Darüber hinaus strotzt die Serie nur so vor fragiler Männlichkeit und bedient ständig Gender-Stereotype, etwa als Rachel eine männliche Nanny einstellen will und Ross es überhaupt nicht packt oder Chandler nur ein Schaumbad nehmen kann, wenn ein Spielzeug-Militärboot mit in der Wanne ist (das ihm Monica dann entreißt, um zu schreien "Ha! Now you're just a girl in a tub!"). Ach ja, und dann gab es natürlich noch diesen Moment hier:
Als die Friends gemeinsam auf die Bahamas fliegen, lässt sich Monica Cornrows flechten. Dies ist ein perfektes Beispiel für Cultural Appropriation (wenn Menschen nach Belieben Praktiken einer Kultur übernehmen, der sie nicht angehören): Cornrows und Braids sind Haarstile, die seit Jahrzehnten in Schwarzen Communities getragen werden. Sie dienen zum Schutz des empfindlichen Natural Hair und sind von hoher identifikatorischer Bedeutung für die Träger*innen.

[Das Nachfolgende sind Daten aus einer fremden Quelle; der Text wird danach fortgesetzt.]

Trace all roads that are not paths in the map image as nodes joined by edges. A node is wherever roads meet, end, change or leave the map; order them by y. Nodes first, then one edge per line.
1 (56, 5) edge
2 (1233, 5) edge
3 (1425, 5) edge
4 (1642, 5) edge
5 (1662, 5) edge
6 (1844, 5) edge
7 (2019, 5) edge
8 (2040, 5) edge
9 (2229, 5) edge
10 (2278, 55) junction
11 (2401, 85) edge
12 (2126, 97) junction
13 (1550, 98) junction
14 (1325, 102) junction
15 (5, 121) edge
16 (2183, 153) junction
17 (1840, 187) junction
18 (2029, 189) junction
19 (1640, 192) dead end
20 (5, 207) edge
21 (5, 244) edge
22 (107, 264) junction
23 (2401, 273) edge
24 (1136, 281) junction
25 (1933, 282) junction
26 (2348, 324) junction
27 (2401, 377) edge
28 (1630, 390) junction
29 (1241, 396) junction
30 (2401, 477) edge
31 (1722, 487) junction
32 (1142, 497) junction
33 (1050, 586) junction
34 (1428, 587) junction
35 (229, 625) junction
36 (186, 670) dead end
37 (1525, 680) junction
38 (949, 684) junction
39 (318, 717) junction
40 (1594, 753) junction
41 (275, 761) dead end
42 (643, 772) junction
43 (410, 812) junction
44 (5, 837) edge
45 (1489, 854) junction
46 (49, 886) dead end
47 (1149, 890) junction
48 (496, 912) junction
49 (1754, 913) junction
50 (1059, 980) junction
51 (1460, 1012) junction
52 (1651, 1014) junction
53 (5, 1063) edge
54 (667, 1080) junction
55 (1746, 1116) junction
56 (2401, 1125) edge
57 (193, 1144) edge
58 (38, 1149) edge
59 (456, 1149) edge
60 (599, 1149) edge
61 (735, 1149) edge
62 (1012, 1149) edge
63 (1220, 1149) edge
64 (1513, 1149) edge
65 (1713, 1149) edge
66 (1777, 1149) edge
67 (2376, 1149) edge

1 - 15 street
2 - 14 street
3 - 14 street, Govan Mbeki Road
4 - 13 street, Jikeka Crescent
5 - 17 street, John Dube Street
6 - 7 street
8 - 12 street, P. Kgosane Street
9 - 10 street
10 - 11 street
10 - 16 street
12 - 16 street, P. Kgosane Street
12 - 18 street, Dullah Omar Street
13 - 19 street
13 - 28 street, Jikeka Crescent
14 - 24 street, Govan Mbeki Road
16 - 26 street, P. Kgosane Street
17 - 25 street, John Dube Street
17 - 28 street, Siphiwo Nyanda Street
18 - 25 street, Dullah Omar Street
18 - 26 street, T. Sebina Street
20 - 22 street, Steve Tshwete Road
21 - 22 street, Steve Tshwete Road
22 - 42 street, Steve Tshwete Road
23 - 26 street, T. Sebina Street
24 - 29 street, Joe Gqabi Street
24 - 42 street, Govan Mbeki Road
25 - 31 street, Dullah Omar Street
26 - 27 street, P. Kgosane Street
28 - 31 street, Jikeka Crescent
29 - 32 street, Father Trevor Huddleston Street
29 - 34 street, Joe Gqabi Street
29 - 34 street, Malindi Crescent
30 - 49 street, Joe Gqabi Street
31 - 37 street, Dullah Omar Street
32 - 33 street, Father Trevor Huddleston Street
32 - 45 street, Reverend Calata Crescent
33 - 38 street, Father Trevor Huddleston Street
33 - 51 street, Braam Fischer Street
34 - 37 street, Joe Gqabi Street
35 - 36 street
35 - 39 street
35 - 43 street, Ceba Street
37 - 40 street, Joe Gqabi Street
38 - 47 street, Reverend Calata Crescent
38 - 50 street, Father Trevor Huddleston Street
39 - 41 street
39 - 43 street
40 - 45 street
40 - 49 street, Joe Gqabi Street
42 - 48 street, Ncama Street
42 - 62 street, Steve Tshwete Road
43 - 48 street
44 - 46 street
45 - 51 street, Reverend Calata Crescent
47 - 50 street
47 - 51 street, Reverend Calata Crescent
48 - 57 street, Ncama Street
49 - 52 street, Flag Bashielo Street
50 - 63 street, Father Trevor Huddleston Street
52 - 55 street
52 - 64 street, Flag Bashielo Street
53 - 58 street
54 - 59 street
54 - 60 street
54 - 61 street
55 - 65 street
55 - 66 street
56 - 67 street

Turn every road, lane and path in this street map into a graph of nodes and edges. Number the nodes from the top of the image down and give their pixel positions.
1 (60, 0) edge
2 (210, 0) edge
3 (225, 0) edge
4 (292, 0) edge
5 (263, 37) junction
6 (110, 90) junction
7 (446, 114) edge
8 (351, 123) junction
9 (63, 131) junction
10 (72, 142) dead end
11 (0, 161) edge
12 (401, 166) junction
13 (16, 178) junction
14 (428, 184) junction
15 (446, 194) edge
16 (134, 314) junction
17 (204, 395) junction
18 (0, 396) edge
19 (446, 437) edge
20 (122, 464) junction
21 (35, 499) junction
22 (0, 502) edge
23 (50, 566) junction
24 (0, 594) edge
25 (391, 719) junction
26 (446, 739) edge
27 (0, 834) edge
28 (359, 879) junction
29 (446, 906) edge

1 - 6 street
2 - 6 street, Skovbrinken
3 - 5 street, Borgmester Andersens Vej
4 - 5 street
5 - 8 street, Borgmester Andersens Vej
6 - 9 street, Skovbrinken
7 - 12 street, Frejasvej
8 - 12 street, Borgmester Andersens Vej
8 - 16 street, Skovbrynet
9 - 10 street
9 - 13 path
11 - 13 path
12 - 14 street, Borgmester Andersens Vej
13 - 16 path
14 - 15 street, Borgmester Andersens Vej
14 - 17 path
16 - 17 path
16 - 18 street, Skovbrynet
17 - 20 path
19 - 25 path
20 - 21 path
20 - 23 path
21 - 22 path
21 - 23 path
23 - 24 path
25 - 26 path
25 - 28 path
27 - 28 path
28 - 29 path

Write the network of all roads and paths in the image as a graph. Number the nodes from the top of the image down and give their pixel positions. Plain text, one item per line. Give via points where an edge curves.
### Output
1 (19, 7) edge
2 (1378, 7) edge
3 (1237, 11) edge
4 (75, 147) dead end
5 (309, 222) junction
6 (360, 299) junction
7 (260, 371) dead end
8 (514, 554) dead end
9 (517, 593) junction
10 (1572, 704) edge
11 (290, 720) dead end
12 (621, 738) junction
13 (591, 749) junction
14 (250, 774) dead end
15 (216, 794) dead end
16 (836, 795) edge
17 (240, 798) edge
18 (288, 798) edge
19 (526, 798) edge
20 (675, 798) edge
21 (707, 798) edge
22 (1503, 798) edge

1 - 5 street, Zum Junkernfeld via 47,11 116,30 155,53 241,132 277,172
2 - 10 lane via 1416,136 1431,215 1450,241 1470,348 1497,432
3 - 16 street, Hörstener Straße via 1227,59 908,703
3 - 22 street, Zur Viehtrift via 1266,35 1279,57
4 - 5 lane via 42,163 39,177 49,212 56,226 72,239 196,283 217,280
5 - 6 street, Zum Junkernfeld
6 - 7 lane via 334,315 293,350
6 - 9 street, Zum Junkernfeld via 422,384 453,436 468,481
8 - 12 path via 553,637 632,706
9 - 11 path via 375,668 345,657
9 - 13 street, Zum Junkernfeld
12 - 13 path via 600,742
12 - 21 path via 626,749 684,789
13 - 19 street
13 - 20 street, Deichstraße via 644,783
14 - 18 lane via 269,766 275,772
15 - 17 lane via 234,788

Nostalgie mit fiesem Beigeschmack
Das war jetzt gerade mal eine Handvoll an Beispielen für die unzähligen, rückblickend echt schwierigen Inhalte meiner lange Zeit so geliebten Feel-Good-Bingwachtching-Serien. Natürlich ist mir bewusst, dass die Shows nun mal in einer anderen Zeit entstanden sind und sich gerade in den letzten Jahren viel in Sachen Diversity, Repräsentation und Political Correctness getan hat und wir alle viel aufmerksamer und sensibler geworden sind (was sehr gut und wichtig ist!). Trotzdem ist es doch immer wieder ein bissi schade, zu merken, dass Serien oder Filme, die einen jahrelang begleitet haben, irgendwie nimmer das gleiche Gefühl wie früher erwecken und jetzt nur noch mit einem miesen Beigeschmack konsumiert werden können.
Auf dem Sofa einkuscheln, Friends aufdrehen und Sorgen vergessen funktioniert heute nicht mehr so wie früher, schließlich kann ich nicht einfach über den offenkundigen Sexismus hinwegsehen und über die Stereotypisierung von LGBTIQ+ Charakteren lachen – worüber ich letztendlich ja auch wieder froh bin. Vermutlich ist es einfach an der Zeit, eine neue binge-würdige-Feelgood-Lieblingsserie zu finden. Einen besseren Zeitpunkt als eine Pandemie gibt es dafür eh nicht.